How many lines below contain the word "Rodrigues"? Give only the number.

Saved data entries
+++

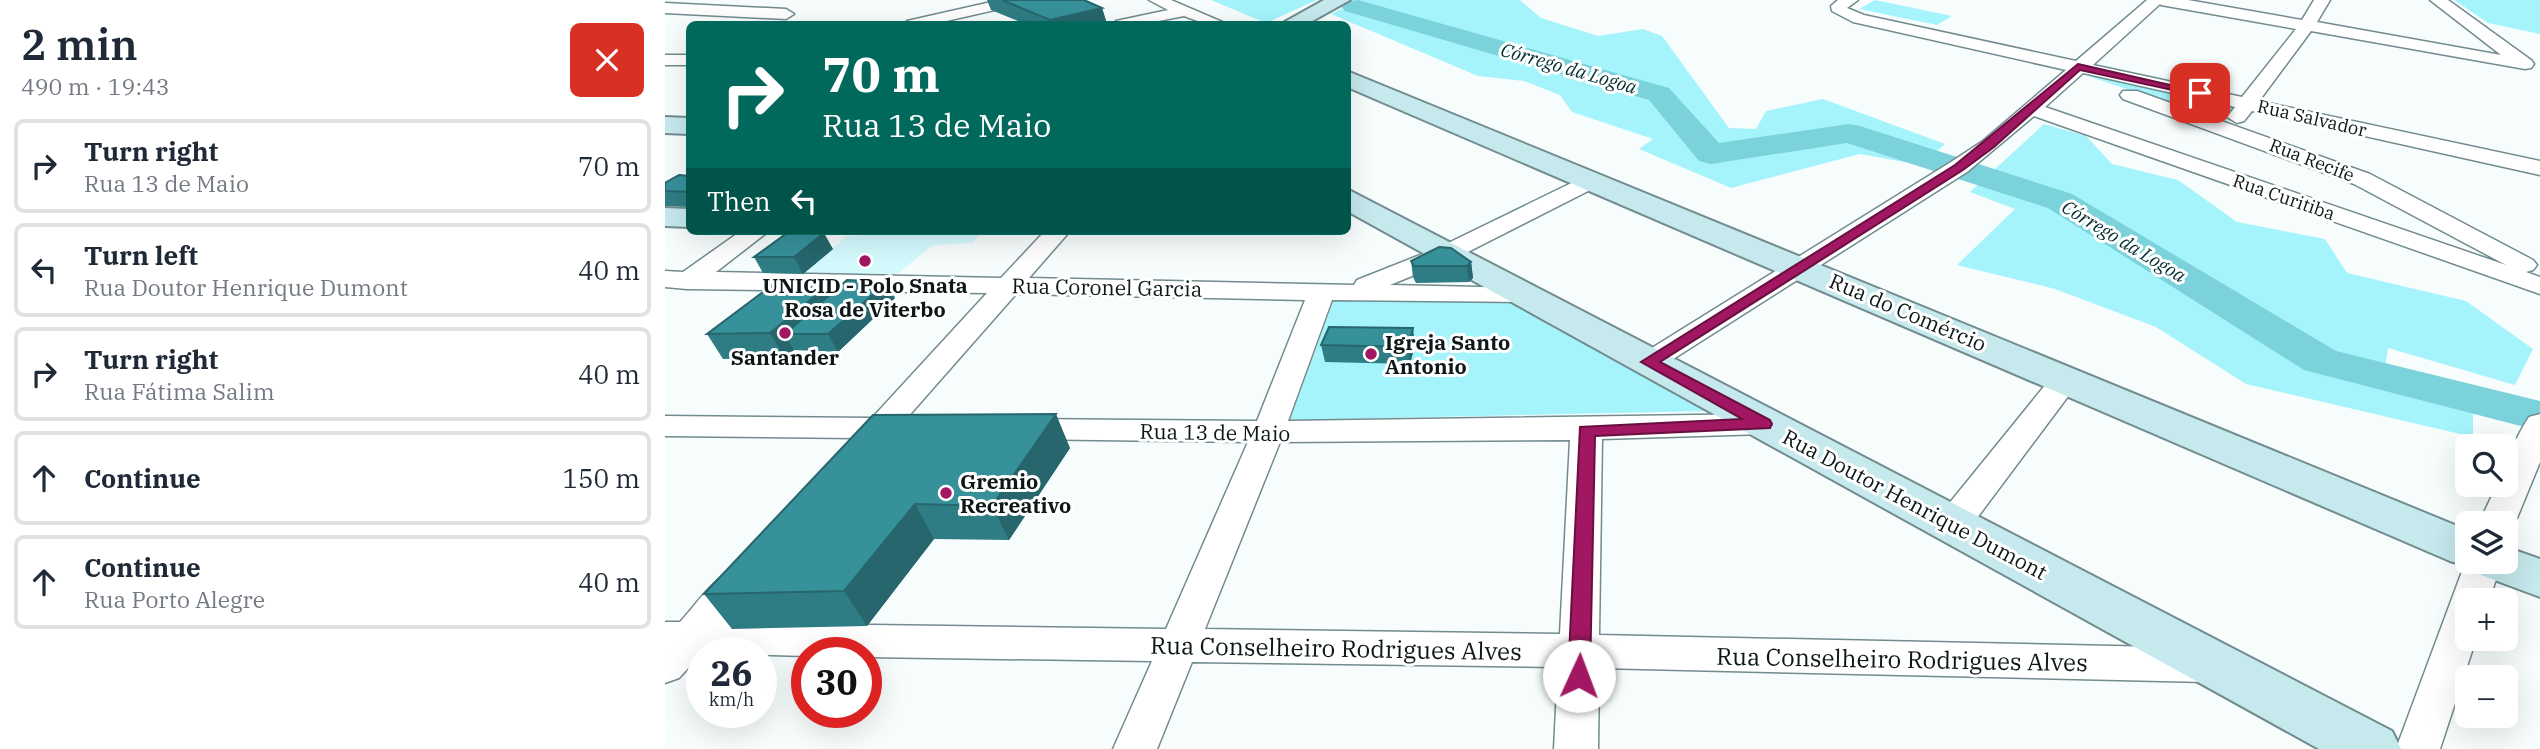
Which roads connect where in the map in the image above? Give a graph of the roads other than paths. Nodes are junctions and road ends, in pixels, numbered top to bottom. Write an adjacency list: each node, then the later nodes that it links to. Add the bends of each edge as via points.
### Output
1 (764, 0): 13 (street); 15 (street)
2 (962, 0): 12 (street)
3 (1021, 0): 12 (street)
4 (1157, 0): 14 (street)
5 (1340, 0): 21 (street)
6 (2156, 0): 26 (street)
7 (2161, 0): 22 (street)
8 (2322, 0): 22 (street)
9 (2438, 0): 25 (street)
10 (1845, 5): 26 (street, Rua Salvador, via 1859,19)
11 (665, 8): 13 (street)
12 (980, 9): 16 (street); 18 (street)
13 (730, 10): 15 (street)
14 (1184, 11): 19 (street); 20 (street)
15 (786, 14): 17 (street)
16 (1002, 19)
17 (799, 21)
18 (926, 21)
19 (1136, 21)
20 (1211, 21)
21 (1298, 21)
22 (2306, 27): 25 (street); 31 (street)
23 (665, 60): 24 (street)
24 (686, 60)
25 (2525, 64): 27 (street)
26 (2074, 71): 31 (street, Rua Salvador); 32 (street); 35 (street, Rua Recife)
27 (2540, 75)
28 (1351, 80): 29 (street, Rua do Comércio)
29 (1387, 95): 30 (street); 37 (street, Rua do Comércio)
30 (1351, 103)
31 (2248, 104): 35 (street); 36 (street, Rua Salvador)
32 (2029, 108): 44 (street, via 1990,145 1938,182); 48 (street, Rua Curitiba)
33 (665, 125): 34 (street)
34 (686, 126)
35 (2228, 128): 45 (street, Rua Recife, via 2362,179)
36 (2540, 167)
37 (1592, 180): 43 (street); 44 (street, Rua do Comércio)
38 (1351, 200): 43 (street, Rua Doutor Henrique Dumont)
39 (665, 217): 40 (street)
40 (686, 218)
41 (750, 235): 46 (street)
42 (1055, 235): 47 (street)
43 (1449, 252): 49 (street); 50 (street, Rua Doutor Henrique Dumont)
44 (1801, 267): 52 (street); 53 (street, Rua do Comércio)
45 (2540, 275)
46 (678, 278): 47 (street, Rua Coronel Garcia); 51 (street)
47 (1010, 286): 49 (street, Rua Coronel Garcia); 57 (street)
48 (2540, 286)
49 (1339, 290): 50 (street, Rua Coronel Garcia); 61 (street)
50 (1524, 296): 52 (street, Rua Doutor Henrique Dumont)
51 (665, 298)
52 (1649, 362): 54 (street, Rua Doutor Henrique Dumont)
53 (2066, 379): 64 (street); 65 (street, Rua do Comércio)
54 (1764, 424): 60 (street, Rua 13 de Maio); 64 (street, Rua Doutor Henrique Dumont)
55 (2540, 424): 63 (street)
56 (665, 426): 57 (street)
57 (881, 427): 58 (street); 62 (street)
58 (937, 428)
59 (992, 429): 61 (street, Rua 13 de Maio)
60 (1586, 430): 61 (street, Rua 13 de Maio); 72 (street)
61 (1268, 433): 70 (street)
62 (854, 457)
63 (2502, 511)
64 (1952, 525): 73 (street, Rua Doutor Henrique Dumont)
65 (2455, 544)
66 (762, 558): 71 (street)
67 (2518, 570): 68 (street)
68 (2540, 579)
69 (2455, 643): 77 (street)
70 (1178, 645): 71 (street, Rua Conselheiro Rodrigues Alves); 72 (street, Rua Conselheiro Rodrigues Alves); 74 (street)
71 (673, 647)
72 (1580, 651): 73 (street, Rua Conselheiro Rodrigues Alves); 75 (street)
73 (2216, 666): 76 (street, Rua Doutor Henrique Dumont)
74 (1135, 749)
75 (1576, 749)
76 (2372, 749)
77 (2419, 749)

+++

> **Reply**: 2